To do →
The records below are to be copied word for word, with every picture left out.
----- Data supplied
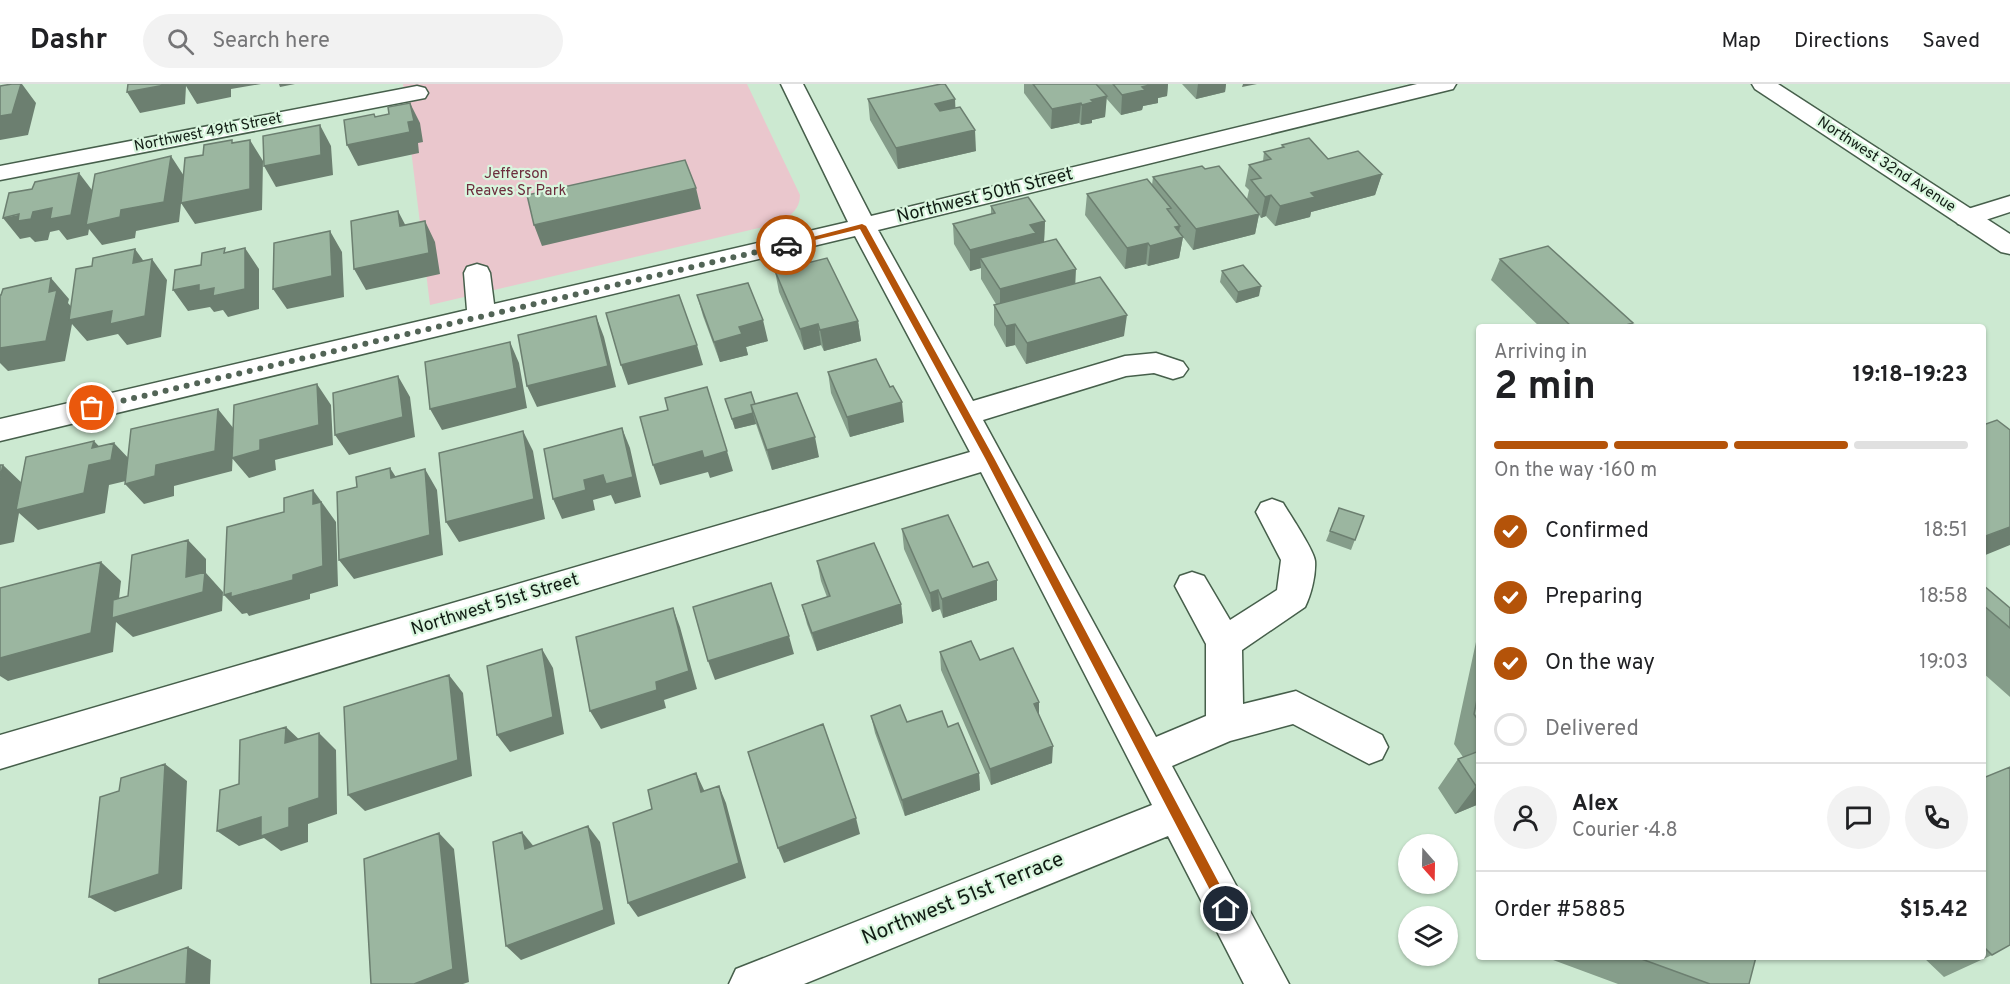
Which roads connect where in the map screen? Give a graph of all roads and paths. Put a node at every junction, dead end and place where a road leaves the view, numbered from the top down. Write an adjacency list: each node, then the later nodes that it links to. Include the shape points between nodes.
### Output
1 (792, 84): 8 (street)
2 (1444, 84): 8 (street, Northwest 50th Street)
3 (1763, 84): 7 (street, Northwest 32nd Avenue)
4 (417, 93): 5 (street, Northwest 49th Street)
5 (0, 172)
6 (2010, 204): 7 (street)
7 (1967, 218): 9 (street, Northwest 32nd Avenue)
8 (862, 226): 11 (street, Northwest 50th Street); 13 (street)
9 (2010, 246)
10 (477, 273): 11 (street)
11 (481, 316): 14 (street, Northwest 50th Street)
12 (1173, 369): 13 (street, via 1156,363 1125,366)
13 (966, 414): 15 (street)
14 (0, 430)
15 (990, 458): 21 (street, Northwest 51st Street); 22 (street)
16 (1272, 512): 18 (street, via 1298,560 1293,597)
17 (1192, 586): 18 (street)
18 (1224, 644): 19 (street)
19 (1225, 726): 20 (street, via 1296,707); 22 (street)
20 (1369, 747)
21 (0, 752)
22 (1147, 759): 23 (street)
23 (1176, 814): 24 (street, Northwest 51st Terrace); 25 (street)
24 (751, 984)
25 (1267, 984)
----------
Written response →
Which roads connect where in the map screen? Give a graph of all roads and paths. Put a node at every junction, dead end and place where a road leaves the view, numbered from the top down. Write an adjacency list: each node, then the later nodes that it links to. Include the shape points between nodes.
### Output
1 (792, 84): 8 (street)
2 (1444, 84): 8 (street, Northwest 50th Street)
3 (1763, 84): 7 (street, Northwest 32nd Avenue)
4 (417, 93): 5 (street, Northwest 49th Street)
5 (0, 172)
6 (2010, 204): 7 (street)
7 (1967, 218): 9 (street, Northwest 32nd Avenue)
8 (862, 226): 11 (street, Northwest 50th Street); 13 (street)
9 (2010, 246)
10 (477, 273): 11 (street)
11 (481, 316): 14 (street, Northwest 50th Street)
12 (1173, 369): 13 (street, via 1156,363 1125,366)
13 (966, 414): 15 (street)
14 (0, 430)
15 (990, 458): 21 (street, Northwest 51st Street); 22 (street)
16 (1272, 512): 18 (street, via 1298,560 1293,597)
17 (1192, 586): 18 (street)
18 (1224, 644): 19 (street)
19 (1225, 726): 20 (street, via 1296,707); 22 (street)
20 (1369, 747)
21 (0, 752)
22 (1147, 759): 23 (street)
23 (1176, 814): 24 (street, Northwest 51st Terrace); 25 (street)
24 (751, 984)
25 (1267, 984)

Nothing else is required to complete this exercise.